Moreover, autoaggressive immune cells can be observed under the microscope following their transmission to the recipient organism. Using a fluorescent dye, scientists can track the migration of the cells from small peripheral blood vessels to the brain in real time. How the immune cells get through the blood-brain barrier is of particular interest to them. It has emerged here that individual cells can only leave the blood vessels in an activated state. Large-scale migration of immune cells to the neural tissue only arises if they find a matching target molecule there.

Another important insight gained from Cohen, Ben-Nun and Wekerle’s work is that a particular type of immune cell plays a crucial role in multiple sclerosis: the T cell. The scientist used these T cells exclusively to transmit the autoimmune encephalomyelitis. For this reason, several drugs of the drugs used today directly target such autoaggressive T cells.

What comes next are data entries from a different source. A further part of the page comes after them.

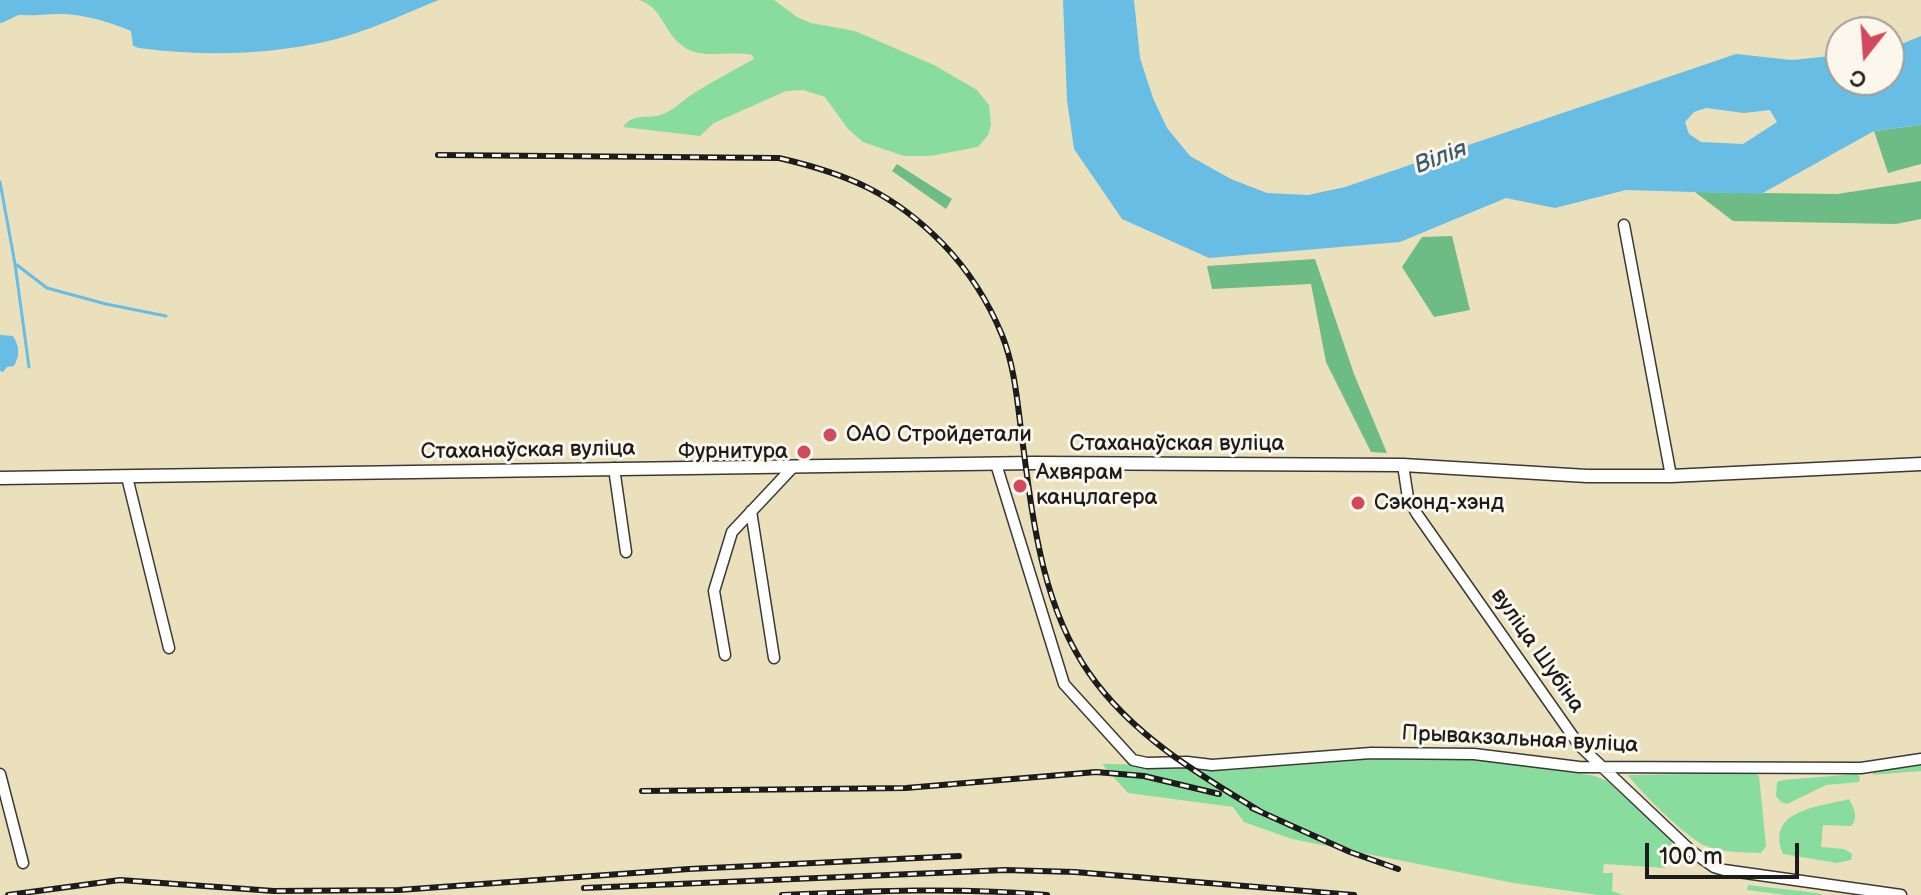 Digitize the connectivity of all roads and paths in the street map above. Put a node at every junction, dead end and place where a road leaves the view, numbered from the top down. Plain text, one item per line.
1 (1624, 225) dead end
2 (996, 464) junction
3 (1921, 464) edge
4 (1403, 465) junction
5 (794, 466) junction
6 (614, 468) junction
7 (1671, 476) junction
8 (127, 477) junction
9 (0, 478) edge
10 (751, 511) junction
11 (626, 552) dead end
12 (169, 648) dead end
13 (725, 655) dead end
14 (774, 658) dead end
15 (1921, 759) edge
16 (1601, 766) junction
17 (0, 774) edge
18 (23, 863) dead end
19 (1901, 895) edge

1 - 7 street
2 - 4 street, Стаханаўская вуліца
2 - 5 street, Стаханаўская вуліца
2 - 16 street, Прывакзальная вуліца
3 - 7 street, Стаханаўская вуліца
4 - 7 street, Стаханаўская вуліца
4 - 16 street, вуліца Шубіна
5 - 6 street, Стаханаўская вуліца
5 - 10 street
6 - 8 street, Стаханаўская вуліца
6 - 11 street
8 - 9 street, Стаханаўская вуліца
8 - 12 street
10 - 13 street
10 - 14 street
15 - 16 street, Прывакзальная вуліца
16 - 19 street, вуліца Шубіна
17 - 18 street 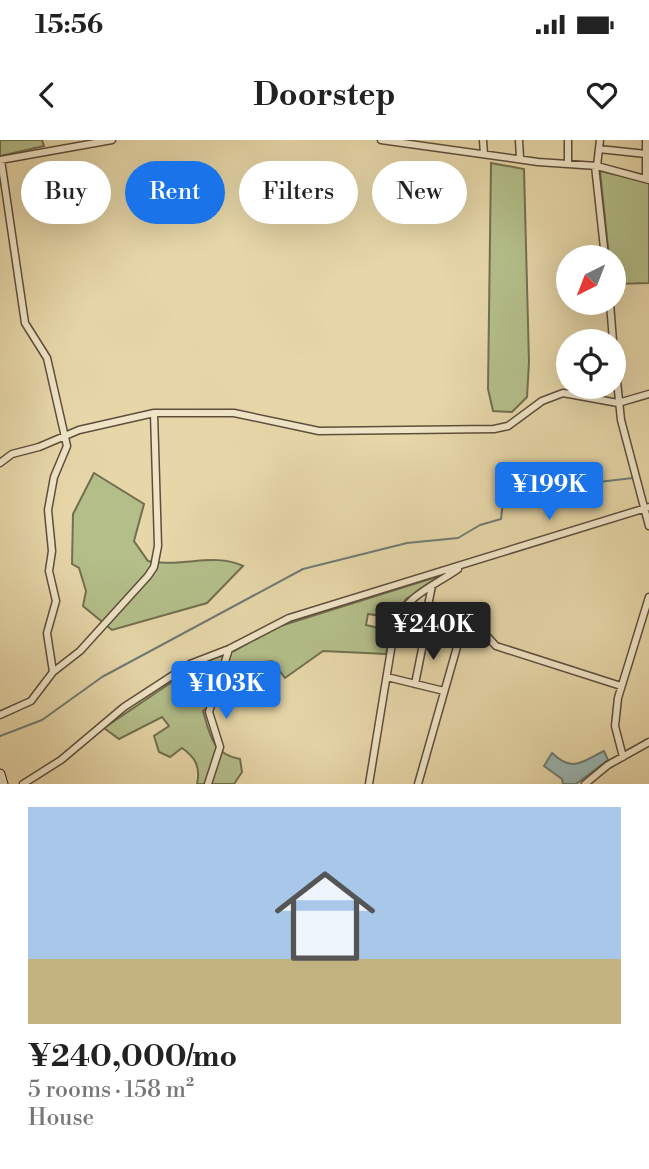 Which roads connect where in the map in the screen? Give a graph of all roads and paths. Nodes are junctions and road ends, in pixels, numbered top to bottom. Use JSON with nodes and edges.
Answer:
{"nodes":[{"id":1,"x":108,"y":140,"type":"edge"},
{"id":2,"x":381,"y":140,"type":"edge"},
{"id":3,"x":483,"y":140,"type":"edge"},
{"id":4,"x":519,"y":140,"type":"edge"},
{"id":5,"x":568,"y":140,"type":"edge"},
{"id":6,"x":600,"y":140,"type":"edge"},
{"id":7,"x":646,"y":140,"type":"edge"},
{"id":8,"x":417,"y":143,"type":"edge"},
{"id":9,"x":599,"y":149,"type":"junction"},
{"id":10,"x":484,"y":154,"type":"junction"},
{"id":11,"x":646,"y":154,"type":"junction"},
{"id":12,"x":520,"y":158,"type":"junction"},
{"id":13,"x":1,"y":160,"type":"edge"},
{"id":14,"x":568,"y":163,"type":"junction"},
{"id":15,"x":596,"y":166,"type":"junction"},
{"id":16,"x":648,"y":179,"type":"edge"},
{"id":17,"x":604,"y":245,"type":"edge"},
{"id":18,"x":649,"y":394,"type":"edge"},
{"id":19,"x":618,"y":399,"type":"edge"},
{"id":20,"x":618,"y":402,"type":"junction"},
{"id":21,"x":154,"y":413,"type":"junction"},
{"id":22,"x":64,"y":437,"type":"junction"},
{"id":23,"x":0,"y":463,"type":"edge"},
{"id":24,"x":647,"y":508,"type":"edge"},
{"id":25,"x":649,"y":526,"type":"edge"},
{"id":26,"x":463,"y":566,"type":"junction"},
{"id":27,"x":432,"y":586,"type":"junction"},
{"id":28,"x":649,"y":597,"type":"edge"},
{"id":29,"x":486,"y":635,"type":"dead end"},
{"id":30,"x":457,"y":647,"type":"dead end"},
{"id":31,"x":229,"y":649,"type":"junction"},
{"id":32,"x":52,"y":672,"type":"junction"},
{"id":33,"x":387,"y":677,"type":"junction"},
{"id":34,"x":415,"y":684,"type":"junction"},
{"id":35,"x":621,"y":686,"type":"junction"},
{"id":36,"x":444,"y":691,"type":"junction"},
{"id":37,"x":0,"y":715,"type":"edge"},
{"id":38,"x":649,"y":742,"type":"edge"},
{"id":39,"x":623,"y":757,"type":"junction"},
{"id":40,"x":0,"y":774,"type":"edge"},
{"id":41,"x":3,"y":784,"type":"edge"},
{"id":42,"x":23,"y":784,"type":"edge"},
{"id":43,"x":208,"y":784,"type":"edge"},
{"id":44,"x":369,"y":784,"type":"edge"},
{"id":45,"x":418,"y":784,"type":"edge"},
{"id":46,"x":585,"y":784,"type":"edge"}],
"edges":[{"from":1,"to":13,"type":"street"},
{"from":2,"to":8,"type":"street"},
{"from":3,"to":10,"type":"street"},
{"from":4,"to":12,"type":"street"},
{"from":5,"to":14,"type":"street"},
{"from":6,"to":9,"type":"street"},
{"from":7,"to":11,"type":"street"},
{"from":8,"to":10,"type":"street"},
{"from":9,"to":11,"type":"street"},
{"from":9,"to":15,"type":"street"},
{"from":10,"to":12,"type":"street"},
{"from":11,"to":16,"type":"street"},
{"from":12,"to":14,"type":"street"},
{"from":13,"to":22,"type":"street"},
{"from":14,"to":15,"type":"street"},
{"from":15,"to":16,"type":"street"},
{"from":15,"to":17,"type":"street"},
{"from":18,"to":20,"type":"street"},
{"from":19,"to":20,"type":"street"},
{"from":20,"to":21,"type":"street"},
{"from":20,"to":24,"type":"street"},
{"from":21,"to":22,"type":"street"},
{"from":21,"to":32,"type":"street"},
{"from":22,"to":23,"type":"street"},
{"from":22,"to":32,"type":"street"},
{"from":24,"to":25,"type":"street"},
{"from":24,"to":26,"type":"street"},
{"from":26,"to":27,"type":"street"},
{"from":26,"to":31,"type":"street"},
{"from":27,"to":33,"type":"street"},
{"from":27,"to":34,"type":"street"},
{"from":28,"to":35,"type":"street"},
{"from":29,"to":35,"type":"street"},
{"from":30,"to":36,"type":"street"},
{"from":31,"to":42,"type":"street"},
{"from":31,"to":43,"type":"street"},
{"from":32,"to":37,"type":"street"},
{"from":33,"to":34,"type":"street"},
{"from":33,"to":44,"type":"street"},
{"from":34,"to":36,"type":"street"},
{"from":35,"to":39,"type":"street"},
{"from":36,"to":45,"type":"street"},
{"from":38,"to":39,"type":"street"},
{"from":39,"to":46,"type":"street"},
{"from":40,"to":41,"type":"main road"}]}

Natalizumab prevents immune cells from penetrating the brain

One such drug is the antibody natalizumab (trade name Tysabri). Its mode of action was initially researched on animals with experimental autoimmune encephalomyelitis. US scientists availed of the technique developed by Cohen, Ben-Nun and Wekerle and discovered through tests on mice and rats that the T cells dock at blood vessel walls with the help of Alpha4 integrin. If they blocked this adhesion protein on the surface of the cell using a substance that later evolved into natalizumab, they were able to prevent the cells from migrating to the brain and the animals remained healthy. 

Once natalizumab had been proved to be effective in this model system in animals, it was tested on humans in several clinical studies in the 1990s. The antibody reduced the frequency of permanent damage to the brain by almost 45 percent, and the frequency of flare-ups declined by almost 70 percent.

Natalizumab came onto the market in the USA in 2004. Following its temporary withdrawal due to a fatal complication, natalizumab was licensed again in the USA in 2006 and, finally also in Germany for the treatment of highly active, relapsing multiple sclerosis.